To which Ngũgĩ replies: “Why not tell the story of evil that takes pride in evil? Why not tell the story of robbers who take pride in robbing the masses?” (81). To depict in fiction the evils of imperialism, one must take the perpetrators of violence and exploitation as their main character and depict them as they are. Ngũgĩ ends this chapter by telling the story of his novel’s reception once it was published. It sold more copies than the publisher originally estimated and was published in several languages, increasing its popularity. From this experience of writing a novel in his native tongue and given its wide reception, Ngũgĩ grants that for similar works to become popular, they require receptive publishers, translators, and audiences. Yet in every case, the pattern begins with the writer, whom he calls “the pathfinder” (85).
In Chapter 3, Ngũgĩ reflects on the relationship between the writer and postcolonial Kenyan society. By beginning with his imprisonment and the story of the prison guard who advised against writing any literature in jail, Ngũgĩ highlights the implicit threat that Afrocentric cultural works held in the eyes of the neocolonial government of Kenya at this time: to isolate him from his people as well as keep him from obtaining an education. Ngũgĩ explains that the aim is to “break [him]” (64).
At this point, it is instructive to clarify what Ngũgĩ means by the word “neocolonial.” In many contexts, neocolonialism refers to a set of putatively capitalist tactics used by large wealthy nations and international financial institutions like the World Bank to subjugate smaller, poorer countries. This differs from traditional colonialism in that it relies on practices like conditional aid, predatory loans and resource deals, and other market-based levers of control, as opposed to direct military and political control.

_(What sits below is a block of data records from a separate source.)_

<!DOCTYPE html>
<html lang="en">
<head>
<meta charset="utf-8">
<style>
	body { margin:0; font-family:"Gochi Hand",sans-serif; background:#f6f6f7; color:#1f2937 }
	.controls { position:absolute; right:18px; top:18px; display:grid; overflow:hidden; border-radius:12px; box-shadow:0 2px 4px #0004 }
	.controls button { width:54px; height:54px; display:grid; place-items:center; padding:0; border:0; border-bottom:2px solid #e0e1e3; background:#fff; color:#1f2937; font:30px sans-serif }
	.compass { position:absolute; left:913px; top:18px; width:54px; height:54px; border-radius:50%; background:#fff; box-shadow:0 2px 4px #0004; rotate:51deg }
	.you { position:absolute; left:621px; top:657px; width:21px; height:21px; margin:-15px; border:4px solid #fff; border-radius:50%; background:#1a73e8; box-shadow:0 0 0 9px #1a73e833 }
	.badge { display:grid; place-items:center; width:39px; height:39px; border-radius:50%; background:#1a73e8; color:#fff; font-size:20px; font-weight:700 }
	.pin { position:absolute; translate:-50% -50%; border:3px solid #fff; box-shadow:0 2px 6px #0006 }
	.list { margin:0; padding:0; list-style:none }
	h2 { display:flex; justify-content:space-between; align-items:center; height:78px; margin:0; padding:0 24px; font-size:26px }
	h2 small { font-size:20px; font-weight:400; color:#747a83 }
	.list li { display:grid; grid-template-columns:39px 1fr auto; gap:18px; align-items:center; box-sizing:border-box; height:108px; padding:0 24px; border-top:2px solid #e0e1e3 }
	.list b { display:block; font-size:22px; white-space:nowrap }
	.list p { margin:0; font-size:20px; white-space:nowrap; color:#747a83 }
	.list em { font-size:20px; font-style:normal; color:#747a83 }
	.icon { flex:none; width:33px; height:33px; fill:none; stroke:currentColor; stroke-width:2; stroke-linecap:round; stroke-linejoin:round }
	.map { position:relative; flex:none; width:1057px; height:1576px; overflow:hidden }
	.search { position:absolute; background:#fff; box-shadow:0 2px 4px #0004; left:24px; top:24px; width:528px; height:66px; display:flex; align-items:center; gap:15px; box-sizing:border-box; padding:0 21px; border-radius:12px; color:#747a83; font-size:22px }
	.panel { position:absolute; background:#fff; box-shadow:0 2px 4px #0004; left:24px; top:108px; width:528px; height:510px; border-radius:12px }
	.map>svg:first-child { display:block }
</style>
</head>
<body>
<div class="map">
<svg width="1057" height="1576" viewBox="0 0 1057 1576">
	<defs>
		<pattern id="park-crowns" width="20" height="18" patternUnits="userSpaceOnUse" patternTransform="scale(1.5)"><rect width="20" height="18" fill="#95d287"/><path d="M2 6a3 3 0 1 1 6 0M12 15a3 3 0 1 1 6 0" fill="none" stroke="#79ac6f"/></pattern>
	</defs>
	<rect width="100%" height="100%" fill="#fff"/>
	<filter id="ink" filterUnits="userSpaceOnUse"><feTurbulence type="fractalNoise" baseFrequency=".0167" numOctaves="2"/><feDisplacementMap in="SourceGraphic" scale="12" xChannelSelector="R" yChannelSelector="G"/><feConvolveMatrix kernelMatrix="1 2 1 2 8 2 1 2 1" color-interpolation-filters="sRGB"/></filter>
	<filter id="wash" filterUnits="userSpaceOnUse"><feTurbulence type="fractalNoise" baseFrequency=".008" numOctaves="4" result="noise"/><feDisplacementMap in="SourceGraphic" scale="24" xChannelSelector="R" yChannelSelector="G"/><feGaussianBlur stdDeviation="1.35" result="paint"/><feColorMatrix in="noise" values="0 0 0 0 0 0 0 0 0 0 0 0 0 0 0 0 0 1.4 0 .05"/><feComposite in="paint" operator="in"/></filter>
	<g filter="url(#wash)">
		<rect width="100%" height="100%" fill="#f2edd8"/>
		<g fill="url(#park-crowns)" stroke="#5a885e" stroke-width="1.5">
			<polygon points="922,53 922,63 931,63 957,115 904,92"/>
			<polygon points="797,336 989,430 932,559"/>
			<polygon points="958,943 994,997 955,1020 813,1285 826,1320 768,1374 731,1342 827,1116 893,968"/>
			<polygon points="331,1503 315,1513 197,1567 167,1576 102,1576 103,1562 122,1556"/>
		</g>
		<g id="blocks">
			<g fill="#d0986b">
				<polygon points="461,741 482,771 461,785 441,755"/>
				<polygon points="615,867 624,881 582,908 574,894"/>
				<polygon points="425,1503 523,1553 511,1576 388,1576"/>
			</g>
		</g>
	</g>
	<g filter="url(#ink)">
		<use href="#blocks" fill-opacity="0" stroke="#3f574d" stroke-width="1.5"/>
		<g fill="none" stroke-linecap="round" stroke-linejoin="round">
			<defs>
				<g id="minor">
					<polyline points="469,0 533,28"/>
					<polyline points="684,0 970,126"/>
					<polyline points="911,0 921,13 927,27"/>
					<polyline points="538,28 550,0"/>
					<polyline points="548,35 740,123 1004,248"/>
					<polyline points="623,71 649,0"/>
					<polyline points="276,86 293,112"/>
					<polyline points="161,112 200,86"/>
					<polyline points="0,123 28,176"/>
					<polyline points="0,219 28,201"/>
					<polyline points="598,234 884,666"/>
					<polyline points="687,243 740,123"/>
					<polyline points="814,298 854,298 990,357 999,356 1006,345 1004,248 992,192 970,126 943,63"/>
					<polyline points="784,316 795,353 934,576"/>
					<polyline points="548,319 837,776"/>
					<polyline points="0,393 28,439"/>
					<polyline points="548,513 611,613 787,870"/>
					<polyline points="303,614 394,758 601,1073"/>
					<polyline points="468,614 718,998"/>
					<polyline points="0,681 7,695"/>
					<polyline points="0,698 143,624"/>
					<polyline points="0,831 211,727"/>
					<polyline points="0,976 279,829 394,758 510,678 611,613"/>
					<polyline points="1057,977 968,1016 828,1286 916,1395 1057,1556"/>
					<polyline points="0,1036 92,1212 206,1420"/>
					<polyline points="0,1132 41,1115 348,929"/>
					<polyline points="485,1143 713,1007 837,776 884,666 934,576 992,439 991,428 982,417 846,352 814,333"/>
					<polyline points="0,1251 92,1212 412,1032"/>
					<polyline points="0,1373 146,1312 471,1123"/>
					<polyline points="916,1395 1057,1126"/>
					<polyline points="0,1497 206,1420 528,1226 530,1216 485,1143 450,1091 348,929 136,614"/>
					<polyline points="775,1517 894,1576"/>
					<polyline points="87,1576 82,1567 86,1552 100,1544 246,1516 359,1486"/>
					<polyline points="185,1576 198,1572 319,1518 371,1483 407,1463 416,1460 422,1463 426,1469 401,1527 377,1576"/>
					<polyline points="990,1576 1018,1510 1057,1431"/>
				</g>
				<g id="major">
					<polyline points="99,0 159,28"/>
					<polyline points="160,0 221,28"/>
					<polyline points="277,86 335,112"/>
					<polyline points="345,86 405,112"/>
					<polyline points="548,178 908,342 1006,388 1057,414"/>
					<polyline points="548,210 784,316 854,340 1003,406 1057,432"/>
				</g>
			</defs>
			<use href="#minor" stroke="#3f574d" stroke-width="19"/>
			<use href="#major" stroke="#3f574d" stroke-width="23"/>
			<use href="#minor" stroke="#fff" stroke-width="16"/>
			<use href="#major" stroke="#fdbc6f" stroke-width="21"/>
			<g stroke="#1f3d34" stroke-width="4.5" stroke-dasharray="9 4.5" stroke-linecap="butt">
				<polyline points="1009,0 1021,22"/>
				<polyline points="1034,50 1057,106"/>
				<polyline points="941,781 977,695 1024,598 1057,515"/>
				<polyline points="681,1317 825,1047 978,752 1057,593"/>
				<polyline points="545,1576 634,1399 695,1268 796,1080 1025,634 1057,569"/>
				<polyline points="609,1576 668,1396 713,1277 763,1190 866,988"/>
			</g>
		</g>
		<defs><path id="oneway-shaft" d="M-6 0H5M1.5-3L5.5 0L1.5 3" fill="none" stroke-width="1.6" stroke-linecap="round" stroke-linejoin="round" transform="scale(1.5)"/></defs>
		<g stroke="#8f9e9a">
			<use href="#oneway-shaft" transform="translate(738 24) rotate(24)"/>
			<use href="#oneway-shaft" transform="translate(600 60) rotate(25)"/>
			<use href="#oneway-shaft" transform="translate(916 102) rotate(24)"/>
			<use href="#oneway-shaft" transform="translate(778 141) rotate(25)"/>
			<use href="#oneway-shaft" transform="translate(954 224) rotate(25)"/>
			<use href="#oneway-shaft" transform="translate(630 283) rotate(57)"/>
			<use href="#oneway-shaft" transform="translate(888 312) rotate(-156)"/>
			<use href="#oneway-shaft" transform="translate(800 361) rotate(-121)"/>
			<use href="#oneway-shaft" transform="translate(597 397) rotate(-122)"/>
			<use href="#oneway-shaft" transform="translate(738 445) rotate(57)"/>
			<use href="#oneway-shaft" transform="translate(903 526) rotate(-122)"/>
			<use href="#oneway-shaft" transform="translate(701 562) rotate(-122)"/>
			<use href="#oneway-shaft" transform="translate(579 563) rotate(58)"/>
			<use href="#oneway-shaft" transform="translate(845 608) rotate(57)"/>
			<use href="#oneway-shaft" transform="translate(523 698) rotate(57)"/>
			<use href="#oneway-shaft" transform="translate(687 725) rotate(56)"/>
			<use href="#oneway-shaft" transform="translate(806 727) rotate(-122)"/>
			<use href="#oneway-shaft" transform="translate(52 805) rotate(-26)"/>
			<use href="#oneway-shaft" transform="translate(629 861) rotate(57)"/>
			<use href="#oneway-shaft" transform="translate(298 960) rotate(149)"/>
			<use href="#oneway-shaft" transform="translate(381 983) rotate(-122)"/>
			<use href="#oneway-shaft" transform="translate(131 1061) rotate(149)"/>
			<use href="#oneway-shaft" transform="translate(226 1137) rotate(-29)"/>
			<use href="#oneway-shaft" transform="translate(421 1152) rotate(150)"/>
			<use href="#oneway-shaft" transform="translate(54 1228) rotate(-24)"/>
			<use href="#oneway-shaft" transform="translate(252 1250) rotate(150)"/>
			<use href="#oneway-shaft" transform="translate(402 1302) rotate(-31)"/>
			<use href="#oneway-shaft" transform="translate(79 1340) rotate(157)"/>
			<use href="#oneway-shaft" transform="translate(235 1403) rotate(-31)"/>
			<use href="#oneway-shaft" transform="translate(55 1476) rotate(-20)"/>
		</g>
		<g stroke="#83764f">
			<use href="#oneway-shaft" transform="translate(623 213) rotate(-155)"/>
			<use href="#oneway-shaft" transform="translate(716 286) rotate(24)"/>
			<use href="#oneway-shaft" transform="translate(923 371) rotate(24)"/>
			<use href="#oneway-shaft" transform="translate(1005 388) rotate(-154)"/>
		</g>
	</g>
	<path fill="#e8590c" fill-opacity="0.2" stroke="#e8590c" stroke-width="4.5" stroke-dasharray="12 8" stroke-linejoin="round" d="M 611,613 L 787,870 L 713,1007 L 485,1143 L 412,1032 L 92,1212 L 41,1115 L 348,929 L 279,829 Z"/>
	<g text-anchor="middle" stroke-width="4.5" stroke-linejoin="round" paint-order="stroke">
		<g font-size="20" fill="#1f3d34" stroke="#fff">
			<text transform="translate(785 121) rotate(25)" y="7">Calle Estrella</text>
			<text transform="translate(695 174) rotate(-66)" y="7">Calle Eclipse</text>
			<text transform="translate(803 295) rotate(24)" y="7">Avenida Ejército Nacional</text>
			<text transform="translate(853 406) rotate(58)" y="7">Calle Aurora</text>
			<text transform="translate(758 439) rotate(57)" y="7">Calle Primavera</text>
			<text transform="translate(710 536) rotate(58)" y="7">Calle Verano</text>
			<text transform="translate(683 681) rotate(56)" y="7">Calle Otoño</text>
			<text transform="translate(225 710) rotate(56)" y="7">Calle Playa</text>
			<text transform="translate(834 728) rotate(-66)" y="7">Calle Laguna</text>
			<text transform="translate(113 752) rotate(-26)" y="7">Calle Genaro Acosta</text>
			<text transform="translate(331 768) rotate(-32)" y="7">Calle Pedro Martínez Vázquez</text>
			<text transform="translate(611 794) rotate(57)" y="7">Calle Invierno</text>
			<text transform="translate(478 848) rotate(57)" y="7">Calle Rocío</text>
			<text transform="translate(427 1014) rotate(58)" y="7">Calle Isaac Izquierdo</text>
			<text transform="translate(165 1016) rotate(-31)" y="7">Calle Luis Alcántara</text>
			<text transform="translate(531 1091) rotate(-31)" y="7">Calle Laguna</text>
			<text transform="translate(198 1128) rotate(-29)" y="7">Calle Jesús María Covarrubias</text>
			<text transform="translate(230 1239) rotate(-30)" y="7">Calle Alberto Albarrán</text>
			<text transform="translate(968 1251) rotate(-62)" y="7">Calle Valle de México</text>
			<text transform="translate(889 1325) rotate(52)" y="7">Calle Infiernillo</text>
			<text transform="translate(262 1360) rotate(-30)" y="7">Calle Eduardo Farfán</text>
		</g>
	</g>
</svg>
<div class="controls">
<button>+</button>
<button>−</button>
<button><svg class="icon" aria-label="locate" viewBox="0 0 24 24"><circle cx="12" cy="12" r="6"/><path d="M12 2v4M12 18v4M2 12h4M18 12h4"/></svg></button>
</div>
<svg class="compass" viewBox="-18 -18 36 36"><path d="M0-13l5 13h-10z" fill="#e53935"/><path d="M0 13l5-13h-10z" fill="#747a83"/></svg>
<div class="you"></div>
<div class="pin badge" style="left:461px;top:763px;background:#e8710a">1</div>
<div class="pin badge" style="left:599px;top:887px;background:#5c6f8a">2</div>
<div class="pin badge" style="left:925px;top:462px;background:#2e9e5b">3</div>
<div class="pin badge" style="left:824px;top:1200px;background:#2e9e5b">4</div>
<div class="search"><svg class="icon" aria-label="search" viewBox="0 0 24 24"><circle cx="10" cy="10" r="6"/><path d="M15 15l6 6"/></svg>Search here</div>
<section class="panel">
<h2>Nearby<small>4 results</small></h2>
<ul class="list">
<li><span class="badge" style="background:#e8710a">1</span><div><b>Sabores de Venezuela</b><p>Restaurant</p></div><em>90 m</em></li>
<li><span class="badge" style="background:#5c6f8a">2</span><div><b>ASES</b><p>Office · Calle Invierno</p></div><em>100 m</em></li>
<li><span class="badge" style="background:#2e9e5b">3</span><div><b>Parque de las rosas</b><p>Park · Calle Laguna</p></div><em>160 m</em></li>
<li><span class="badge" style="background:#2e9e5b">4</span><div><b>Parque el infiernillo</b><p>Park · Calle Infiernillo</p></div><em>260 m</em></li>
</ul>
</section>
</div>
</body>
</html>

Yet in the context of Decolonising the Mind, neocolonialism largely refers to how wealthier nations and their domestic proxies control the cultural development of a recently decolonized state, rather than its economic development. Ngũgĩ’s emphasis on cultural neocolonialism rather than economic neocolonialism is part of what makes his work unique in the canon of postcolonial literature and analysis.
Just as revolutionary theatre was aimed at representing the African peoples in a way that allowed them to see themselves as the agents of their own destiny, literature written in African languages threatened the status quo of a government that remained heavily influenced by the era of European colonization. By portraying African peoples to themselves as capable of establishing a truly free and equal society, Ngũgĩ challenged the inherent inequality of a neocolonial government that operated in the interests of Western political powers.